72-Jähriger gesteht dreifachen Kindesmissbrauch

Helmut Ullrich

Hagen.  Einen 72-Jährigen Rentner, der drei Kinder sexuell missbraucht hatte, erwarten jetzt lediglich zwei Jahre Haft auf Bewährung und ein stationärer Entzug.

Im Prozess um Rentner Andreas T., der sich nach seinem dreifachen Kindesmissbrauch vor dem Hagener Landgericht verantworten musste, ist ein Urteil gesprochen worden.

Besser hätte es für den 72-Jährigen nach seinem dreifachen Kindesmissbrauch kaum laufen können: Zwei Jahre Haft, sowie die Unterbringung in einer Alkoholiker-Anstalt – und beides wurde auch noch zur Bewährung ausgesetzt. Trotzdem rannen gestern während der Urteilsbegründung bei dem 72-Jährigen die Tränen. Es waren offensichtlich keine Freudentränen. Der alte Mann steht in der letzten Lebenshälfte vor einem Scherbenhaufen.

Wie geriet Andreas T., der Zeit seines Lebens als Schreiner, zuletzt als Ladenbauer, arbeitete, fünffacher Familienvater und gläubiger Katholik ist, zudem im Turnverein beliebt war, auf die schiefe Bahn? Was bringt ihn nun auf die Anklagebank des Landgerichts? Zusammenfassen lässt es sich so: Erst vergriff er sich am klaren Korn, dann an kleinen Kindern.

Angeklagter gesteht die Taten

Der Rentner aus Eppenhausen hatte 2009 ein zehnjähriges Mädchen und einen neunjährigen Jungen aus der Nachbarschaft im Intimbereich berührt. „Vor den Taten hatte er erhebliche Mengen Alkohol zu sich genommen“, befand die Vorsitzende der Jugendschutzkammer am Landgericht, Richterin Heike Hartmann-Garschagen. „Dadurch war die Steuerungsfähigkeit des Angeklagten nicht ausschließbar erheblich eingeschränkt.“

Drei Fälle von sexuellem Missbrauch, jeweils begangen im Zustand verminderter Schuldfähigkeit, nämlich im Alkoholrausch, werden ihm zur Last gelegt. Der Angeklagte gibt die Taten zu. Das erspart dem 10-jährigen Mädchen und dem 9-jährigen Jungen, die er im Intimbereich berührt hatte, nun eine Zeugenaussage im Gerichtssaal.

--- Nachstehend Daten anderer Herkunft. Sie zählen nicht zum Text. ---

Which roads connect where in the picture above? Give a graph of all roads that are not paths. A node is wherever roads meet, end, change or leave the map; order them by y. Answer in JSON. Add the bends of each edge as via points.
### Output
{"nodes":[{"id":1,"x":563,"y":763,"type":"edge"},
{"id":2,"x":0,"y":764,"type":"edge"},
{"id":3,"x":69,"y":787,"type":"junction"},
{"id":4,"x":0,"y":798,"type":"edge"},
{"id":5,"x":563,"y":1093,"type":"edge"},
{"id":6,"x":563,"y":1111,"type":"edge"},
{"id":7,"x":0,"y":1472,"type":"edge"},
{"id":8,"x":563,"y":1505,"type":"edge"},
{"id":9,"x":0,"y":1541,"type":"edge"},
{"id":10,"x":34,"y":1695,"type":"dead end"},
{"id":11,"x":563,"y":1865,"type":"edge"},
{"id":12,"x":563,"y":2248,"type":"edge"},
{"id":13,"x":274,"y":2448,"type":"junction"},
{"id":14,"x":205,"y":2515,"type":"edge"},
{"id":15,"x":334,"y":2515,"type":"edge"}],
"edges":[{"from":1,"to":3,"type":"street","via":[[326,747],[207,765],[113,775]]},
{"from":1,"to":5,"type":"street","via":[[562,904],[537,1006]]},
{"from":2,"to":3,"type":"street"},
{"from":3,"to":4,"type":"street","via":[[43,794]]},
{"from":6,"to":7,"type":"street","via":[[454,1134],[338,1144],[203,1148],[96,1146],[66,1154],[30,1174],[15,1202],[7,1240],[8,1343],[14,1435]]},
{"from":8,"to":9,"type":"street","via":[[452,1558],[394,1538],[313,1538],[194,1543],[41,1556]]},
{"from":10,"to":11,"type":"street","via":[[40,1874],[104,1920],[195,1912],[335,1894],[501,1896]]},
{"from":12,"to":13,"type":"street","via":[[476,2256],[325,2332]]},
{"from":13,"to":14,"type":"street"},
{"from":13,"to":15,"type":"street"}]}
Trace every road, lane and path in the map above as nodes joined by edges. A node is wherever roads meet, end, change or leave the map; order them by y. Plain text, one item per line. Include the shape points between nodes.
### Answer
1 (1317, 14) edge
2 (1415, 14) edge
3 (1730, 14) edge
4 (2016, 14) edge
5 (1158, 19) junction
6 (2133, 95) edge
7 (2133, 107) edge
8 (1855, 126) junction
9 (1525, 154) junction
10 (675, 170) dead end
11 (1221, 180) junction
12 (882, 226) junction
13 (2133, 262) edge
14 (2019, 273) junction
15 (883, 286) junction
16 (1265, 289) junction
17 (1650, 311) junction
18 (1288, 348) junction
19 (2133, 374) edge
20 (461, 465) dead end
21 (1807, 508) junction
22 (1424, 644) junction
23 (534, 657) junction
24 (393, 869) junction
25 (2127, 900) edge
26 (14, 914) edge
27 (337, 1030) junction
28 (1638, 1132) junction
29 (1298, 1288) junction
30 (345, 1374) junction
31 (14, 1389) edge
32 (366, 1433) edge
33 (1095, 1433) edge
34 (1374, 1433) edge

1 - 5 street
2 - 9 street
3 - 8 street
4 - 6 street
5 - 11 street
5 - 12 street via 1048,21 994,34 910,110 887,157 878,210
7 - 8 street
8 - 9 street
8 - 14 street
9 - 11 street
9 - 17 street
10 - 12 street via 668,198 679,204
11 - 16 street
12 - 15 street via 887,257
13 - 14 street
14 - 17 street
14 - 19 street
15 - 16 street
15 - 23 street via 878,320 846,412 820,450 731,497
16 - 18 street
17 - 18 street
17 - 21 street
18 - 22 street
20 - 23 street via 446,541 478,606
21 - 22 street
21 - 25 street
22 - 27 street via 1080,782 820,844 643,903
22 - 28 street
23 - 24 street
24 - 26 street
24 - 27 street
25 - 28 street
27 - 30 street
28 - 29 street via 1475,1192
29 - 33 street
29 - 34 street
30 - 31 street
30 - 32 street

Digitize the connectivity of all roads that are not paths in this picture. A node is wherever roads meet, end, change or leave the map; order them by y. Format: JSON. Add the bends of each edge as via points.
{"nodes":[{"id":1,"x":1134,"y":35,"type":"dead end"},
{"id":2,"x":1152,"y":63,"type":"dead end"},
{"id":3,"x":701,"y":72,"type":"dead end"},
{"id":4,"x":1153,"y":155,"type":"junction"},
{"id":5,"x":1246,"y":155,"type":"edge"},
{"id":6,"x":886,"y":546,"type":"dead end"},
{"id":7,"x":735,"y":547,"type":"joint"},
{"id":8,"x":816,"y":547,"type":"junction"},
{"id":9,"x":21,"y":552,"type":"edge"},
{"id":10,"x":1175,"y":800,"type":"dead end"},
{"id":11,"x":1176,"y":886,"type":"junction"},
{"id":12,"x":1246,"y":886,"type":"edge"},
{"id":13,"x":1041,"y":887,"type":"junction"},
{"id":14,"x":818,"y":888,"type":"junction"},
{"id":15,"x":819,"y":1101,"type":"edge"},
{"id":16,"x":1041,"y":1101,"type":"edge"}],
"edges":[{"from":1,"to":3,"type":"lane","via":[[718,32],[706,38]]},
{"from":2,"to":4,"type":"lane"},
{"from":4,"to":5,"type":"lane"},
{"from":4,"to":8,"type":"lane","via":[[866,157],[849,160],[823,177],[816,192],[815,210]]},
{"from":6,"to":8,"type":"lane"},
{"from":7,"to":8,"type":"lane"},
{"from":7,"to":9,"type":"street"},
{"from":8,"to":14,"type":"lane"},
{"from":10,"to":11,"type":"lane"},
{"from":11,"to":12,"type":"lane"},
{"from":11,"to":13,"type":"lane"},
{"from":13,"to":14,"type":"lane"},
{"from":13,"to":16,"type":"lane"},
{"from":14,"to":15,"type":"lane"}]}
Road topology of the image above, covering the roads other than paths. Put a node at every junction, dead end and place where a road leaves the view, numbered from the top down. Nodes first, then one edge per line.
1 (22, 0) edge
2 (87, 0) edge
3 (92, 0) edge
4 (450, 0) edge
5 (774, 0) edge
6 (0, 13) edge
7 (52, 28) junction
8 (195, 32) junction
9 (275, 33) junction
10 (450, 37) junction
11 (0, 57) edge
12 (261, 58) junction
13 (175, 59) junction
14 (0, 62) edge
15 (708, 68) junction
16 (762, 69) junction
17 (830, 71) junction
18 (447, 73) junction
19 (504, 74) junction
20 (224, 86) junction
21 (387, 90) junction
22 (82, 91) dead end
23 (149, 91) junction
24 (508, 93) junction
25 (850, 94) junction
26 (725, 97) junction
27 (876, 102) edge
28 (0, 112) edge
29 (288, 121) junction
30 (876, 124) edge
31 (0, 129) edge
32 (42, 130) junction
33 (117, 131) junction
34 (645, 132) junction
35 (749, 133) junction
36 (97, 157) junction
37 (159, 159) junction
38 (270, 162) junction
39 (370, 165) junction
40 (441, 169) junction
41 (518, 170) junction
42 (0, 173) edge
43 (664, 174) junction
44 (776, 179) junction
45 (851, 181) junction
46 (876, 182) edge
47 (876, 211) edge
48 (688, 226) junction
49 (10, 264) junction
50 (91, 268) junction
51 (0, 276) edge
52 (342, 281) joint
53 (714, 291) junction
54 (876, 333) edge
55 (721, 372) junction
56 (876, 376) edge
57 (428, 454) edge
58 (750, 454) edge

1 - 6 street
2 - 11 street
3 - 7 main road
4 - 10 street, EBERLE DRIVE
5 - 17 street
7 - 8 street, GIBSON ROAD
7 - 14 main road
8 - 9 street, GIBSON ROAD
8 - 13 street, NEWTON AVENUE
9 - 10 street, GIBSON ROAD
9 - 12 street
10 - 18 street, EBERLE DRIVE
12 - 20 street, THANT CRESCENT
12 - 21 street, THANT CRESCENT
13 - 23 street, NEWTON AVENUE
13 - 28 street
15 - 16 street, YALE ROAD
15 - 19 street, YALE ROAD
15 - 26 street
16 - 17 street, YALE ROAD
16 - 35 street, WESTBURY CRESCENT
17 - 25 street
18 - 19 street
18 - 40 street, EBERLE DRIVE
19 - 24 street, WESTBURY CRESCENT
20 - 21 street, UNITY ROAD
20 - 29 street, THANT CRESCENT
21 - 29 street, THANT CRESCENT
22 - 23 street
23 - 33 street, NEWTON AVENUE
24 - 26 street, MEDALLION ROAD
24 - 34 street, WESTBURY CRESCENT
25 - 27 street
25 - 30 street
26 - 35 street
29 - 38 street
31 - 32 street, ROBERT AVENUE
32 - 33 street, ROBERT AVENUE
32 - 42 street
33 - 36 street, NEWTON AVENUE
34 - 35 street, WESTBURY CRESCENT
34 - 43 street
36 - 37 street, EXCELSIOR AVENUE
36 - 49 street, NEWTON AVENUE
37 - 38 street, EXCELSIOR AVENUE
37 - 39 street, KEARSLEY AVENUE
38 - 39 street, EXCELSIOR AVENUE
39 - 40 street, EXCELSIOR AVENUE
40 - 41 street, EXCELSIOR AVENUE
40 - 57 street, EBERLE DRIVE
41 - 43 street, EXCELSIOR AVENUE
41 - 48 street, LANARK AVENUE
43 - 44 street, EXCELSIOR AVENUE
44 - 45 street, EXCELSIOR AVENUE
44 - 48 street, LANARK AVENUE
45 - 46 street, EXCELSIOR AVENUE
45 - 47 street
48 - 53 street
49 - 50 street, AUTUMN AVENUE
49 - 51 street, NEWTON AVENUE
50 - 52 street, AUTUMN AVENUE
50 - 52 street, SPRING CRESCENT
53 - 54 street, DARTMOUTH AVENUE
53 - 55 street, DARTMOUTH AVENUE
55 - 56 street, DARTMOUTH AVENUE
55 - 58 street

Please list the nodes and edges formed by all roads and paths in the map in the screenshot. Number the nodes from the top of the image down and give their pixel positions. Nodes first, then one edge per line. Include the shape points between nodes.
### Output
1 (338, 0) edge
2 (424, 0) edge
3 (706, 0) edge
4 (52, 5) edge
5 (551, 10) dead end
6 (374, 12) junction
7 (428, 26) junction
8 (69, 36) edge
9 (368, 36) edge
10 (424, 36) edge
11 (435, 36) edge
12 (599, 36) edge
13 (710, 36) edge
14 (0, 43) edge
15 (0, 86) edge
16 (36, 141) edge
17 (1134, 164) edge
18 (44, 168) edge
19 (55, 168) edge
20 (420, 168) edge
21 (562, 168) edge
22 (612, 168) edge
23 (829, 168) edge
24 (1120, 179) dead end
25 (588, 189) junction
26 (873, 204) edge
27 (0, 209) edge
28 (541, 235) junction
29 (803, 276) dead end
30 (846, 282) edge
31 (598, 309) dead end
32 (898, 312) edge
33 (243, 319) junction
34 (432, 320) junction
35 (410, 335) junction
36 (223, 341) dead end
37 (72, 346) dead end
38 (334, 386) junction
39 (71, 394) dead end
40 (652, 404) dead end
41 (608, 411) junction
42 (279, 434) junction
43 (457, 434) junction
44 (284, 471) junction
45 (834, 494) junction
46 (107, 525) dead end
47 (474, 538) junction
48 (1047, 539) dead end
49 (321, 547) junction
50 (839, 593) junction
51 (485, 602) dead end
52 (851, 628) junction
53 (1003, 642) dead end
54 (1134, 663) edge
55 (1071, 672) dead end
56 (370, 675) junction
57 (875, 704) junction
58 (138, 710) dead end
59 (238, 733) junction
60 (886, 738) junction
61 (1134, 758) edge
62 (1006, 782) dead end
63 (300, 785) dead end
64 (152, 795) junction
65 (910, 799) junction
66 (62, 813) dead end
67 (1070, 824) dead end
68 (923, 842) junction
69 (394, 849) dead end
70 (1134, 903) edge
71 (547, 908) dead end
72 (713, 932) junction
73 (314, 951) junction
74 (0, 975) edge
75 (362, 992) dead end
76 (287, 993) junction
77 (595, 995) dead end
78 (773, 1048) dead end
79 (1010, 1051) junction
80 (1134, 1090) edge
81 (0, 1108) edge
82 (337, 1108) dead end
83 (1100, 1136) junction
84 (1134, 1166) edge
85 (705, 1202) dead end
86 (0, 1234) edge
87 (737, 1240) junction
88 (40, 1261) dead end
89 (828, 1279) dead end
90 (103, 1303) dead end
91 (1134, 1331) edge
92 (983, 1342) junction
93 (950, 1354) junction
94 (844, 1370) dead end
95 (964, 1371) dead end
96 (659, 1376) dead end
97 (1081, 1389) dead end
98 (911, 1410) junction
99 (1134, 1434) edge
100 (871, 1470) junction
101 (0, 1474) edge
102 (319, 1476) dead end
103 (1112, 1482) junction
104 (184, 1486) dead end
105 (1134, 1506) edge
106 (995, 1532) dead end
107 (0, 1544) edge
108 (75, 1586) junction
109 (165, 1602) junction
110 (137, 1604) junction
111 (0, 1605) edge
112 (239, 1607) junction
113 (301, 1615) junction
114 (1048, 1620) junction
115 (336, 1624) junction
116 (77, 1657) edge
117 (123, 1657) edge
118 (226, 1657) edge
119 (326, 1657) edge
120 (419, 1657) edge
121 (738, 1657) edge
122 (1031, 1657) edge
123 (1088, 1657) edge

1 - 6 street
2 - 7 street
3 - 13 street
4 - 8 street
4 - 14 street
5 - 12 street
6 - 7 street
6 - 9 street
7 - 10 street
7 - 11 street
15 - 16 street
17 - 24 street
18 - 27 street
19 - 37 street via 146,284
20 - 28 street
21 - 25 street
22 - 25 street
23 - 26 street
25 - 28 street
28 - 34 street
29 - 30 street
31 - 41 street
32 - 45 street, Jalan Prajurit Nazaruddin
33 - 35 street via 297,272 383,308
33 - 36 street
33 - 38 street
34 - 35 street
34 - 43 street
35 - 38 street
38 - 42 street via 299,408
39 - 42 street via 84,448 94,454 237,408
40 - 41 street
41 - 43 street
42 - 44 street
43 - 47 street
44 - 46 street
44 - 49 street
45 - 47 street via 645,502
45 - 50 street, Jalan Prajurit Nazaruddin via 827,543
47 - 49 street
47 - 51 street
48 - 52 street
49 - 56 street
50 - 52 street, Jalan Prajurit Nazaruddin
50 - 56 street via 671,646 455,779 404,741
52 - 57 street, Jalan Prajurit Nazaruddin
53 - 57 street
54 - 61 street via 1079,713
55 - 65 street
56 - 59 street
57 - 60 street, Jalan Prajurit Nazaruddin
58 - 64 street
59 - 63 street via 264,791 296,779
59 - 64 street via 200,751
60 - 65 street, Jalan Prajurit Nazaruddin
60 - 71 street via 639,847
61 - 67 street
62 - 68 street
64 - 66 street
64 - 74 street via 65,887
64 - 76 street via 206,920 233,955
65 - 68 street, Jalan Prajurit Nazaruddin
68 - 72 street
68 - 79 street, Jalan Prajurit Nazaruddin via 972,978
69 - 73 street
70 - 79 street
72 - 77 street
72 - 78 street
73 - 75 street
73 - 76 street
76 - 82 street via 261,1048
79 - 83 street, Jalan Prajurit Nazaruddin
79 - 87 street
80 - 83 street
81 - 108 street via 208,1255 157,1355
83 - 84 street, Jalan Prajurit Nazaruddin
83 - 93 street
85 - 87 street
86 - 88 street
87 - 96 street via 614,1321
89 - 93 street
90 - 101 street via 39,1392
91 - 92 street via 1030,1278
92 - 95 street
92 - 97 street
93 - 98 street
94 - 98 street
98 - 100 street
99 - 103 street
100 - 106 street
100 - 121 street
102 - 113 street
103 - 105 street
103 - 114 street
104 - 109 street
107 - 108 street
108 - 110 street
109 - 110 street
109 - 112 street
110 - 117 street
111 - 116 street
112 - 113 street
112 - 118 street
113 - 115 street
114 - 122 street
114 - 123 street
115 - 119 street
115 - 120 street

Zu dem Mädchen hatte Andreas T. Kontakt bekommen, weil seine Ehefrau in einem Haushalt als Kinderhilfe arbeitete. Den Jungen kannte er aus der Nachbarschaft.

Junge vertraute sich seiner Lehrerin an

Durch lobenswerte Aufklärungsarbeit sind zwei der Fälle herausgekommen: Polizeibeamte waren im Rahmen eines Projekts in der Schule aufgetreten und hatten die Kinder ermutigt, sexuelle Übergriffe nicht zu verschweigen, sondern zu melden. Daraufhin hatte sich die Zehnjährige ihrer Lehrerin anvertraut.

Die Mutter des betroffenen Mädchens berichtete im Zeugenstand, ihr Kind sei nicht traumatisiert. Vielmehr hätte es im Nachhinein „mit Empörung“ reagiert. Die Mutter des kleinen Jungen hingegen berichtete von „großen Ängsten“, die ihr Sohn noch habe.

Seit Ende 2009 in Sozialtherapie

Seit Ende 2009 befindet sich der Angeklagte erfolgreich in einer Sozialtherapie in Remscheid, „nicht aus prozesstaktischen Gründen, sondern um tatsächlich an sich zu arbeiten“, so die Vorsitzende Richterin. Und: „Er ist mittlerweile auf einem guten Weg.“

Diesen Weg, so die Bewährungsauflage, darf der Verurteilte auch zukünftig nicht verlassen. Er muss noch in der Einrichtung bleiben, bis ihm die Ärzte den endgültigen Therapieerfolg attestieren.